Third, the whole certification model assumes a relatively short life of the certificates and the signatures. I sign an email message, I send it, you receive it, you verify the signature, and that happens within a few minutes, or hours, or days. Do we really expect that a digital signature will be secure and verifiable years from now — perhaps a great many years? Certificate authorities will come and go; keys may be compromised, resulting in revoked certificates; encryption algorithms and cryptographic hashes will fall to attacks; and myriad other things can happen over time that can render a digital signature meaningless over years and decades.

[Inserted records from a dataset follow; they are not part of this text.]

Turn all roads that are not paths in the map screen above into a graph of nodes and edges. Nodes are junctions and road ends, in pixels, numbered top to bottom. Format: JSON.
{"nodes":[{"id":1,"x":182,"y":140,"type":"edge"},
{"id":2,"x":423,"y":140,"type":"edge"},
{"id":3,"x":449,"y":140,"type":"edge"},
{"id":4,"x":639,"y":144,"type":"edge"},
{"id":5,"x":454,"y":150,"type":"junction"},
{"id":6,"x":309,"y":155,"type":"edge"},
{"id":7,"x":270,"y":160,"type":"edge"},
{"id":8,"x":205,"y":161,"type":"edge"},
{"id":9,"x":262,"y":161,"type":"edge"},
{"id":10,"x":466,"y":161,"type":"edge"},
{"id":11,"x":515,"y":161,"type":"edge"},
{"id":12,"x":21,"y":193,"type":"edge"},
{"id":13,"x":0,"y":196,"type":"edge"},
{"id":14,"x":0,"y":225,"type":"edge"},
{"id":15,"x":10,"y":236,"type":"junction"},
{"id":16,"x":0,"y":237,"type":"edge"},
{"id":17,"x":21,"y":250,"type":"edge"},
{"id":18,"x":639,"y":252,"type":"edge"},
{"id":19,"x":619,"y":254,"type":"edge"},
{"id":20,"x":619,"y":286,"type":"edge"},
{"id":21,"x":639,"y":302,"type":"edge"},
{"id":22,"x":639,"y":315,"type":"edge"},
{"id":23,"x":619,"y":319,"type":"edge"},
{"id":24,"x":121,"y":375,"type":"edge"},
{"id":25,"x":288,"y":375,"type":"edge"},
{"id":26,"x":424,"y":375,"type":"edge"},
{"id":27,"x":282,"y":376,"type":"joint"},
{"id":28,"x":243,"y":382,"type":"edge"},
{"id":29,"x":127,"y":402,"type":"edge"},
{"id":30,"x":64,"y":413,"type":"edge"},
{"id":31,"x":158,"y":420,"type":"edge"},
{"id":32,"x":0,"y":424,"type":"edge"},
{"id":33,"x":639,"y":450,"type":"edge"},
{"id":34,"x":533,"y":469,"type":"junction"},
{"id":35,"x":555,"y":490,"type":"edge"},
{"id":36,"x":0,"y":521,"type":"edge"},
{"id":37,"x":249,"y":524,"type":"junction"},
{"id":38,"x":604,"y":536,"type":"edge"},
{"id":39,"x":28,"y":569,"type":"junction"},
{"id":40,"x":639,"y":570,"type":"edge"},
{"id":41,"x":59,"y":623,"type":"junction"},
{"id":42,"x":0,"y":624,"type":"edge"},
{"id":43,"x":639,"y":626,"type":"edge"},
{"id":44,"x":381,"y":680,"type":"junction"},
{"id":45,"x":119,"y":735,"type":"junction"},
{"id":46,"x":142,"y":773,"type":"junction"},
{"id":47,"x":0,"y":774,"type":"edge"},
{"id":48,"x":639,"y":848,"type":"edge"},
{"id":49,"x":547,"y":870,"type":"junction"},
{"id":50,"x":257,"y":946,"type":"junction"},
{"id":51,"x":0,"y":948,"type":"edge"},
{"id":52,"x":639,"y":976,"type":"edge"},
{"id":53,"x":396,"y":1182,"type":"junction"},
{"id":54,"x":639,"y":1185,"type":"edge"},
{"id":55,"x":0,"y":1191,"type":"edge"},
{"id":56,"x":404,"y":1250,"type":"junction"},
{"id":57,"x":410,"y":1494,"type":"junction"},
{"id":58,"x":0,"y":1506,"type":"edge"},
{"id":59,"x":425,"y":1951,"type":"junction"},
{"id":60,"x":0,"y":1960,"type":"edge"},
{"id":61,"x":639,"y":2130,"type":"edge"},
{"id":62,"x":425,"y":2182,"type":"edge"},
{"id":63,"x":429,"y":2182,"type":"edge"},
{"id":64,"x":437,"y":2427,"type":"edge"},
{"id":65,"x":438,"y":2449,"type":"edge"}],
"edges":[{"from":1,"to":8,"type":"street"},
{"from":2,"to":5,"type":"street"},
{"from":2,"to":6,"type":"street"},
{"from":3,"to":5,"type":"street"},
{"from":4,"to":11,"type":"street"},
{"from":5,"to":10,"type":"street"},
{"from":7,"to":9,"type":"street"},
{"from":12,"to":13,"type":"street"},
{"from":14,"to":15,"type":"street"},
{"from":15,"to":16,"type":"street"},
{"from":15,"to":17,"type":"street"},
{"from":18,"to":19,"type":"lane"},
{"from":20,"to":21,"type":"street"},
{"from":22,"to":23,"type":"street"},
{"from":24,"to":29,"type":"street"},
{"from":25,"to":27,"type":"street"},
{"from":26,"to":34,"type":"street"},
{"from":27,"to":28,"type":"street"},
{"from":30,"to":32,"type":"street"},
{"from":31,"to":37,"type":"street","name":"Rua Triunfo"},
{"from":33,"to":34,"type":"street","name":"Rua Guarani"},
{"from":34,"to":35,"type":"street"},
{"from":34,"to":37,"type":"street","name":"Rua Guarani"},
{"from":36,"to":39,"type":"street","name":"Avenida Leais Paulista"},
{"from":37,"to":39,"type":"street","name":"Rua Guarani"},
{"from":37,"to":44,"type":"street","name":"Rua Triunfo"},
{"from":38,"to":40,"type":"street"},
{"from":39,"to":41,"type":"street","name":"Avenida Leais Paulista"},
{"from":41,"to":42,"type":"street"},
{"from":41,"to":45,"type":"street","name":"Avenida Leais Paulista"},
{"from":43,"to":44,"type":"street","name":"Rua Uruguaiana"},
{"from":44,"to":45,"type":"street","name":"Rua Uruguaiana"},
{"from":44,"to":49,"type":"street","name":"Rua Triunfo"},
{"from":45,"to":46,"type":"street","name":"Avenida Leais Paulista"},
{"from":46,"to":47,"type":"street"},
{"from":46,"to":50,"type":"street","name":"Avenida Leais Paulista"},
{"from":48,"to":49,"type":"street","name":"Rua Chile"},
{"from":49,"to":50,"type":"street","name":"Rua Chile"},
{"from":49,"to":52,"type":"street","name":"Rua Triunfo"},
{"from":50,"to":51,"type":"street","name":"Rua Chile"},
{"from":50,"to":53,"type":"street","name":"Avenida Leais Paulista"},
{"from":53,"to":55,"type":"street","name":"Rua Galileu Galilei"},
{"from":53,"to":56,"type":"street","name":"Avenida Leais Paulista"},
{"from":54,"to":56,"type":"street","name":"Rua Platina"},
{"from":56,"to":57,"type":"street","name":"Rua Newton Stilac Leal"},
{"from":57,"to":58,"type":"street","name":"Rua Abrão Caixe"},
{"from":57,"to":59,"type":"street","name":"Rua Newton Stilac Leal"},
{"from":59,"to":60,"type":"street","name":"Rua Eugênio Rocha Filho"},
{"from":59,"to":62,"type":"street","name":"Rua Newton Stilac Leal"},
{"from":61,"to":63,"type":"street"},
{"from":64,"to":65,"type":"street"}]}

Fourth, data formats and encodings change over time. We develop better ones, and old ones become obsolete. Data files of today might no longer be readable decades from now, because the hardware and software needed might no longer be around. Who will be responsible for keeping track of this stuff over the years, and for making sure that we still have what we need to read it and verify it? Will it have to be periodically converted to new formats or media? Will we be able to make sure that the signatures go with it (that it’s re-signed, securely, each time it’s converted)?

The researchers are clearly not trying to address all of these issues, at least not now. From what I can guess from the Times article, it’s the first two that they’re working on. So let’s look at the inaccuracies in the article and some of the technical difficulties they have or will be encountering.

At the heart of the system is an algorithm that is used to compute a 128-character number known as a cryptographic hash from the digital information in a particular document. Even the smallest change in the original document will result in a new hash value.

No standard cryptographic hash algorithm produces “a 128-character number”. The MD5 algorithm produces a 128-bit number — that’s 16 characters (actually bytes), or 32 hexadecimal digits. But they surely aren’t using MD5, because that’s solidly broken now, and not reliable. SHA-1, commonly used now but starting to show weaknesses, produces 160 bits (20 bytes, 40 hex digits).

But the next paragraph addresses that and tells us that they’re not using either of those:

In recent years researchers have begun to find weaknesses in current hash algorithms, and so last November the National Institute of Standards and Technology began a competition to create stronger hashing technologies. The University of Washington researchers now use a modern hash algorithm called SHA-2, but they have designed the system so that it can be easily replaced with a more advanced algorithm.

SHA-2 is not an algorithm, but a collective name for a group of algorithms. Most likely, they’re using SHA-256 or SHA-512, which produce 256-bit and 512-bit hashes, respectively. Perhaps they’re using SHA-512, and the Times’s “128-character number” is really referring to the 128-hex-digit number that will come from that algorithm.

One technical problem we might eventually run up against is the maximum data size that can be hashed at once. With SHA-512, that size is about 2125 bytes, or something on the order of 4 followed by 37 zeroes. It’s big. In contrast, one terabyte is about 1 followed by 12 zeroes. It’s probably big enough. But we have a history of saying that and being wrong, and if it’s not big enough, the data will need to be split into pieces and signed, and then the mechanism for putting the pieces back together must itself be signed. Granted, though, they don’t have to deal with this any time soon.

The main technical problem they seem to be dealing with is making the process automated and usable by non-technical people. Someone from the tribunal needs to take a video recording, say, that has been in her hands all the time, put it into the system and attest to its accuracy through a mechanism that she can understand and trust well enough to make her attestation.

I’d love to see the user interface they’ve set up for that, and the processing behind it.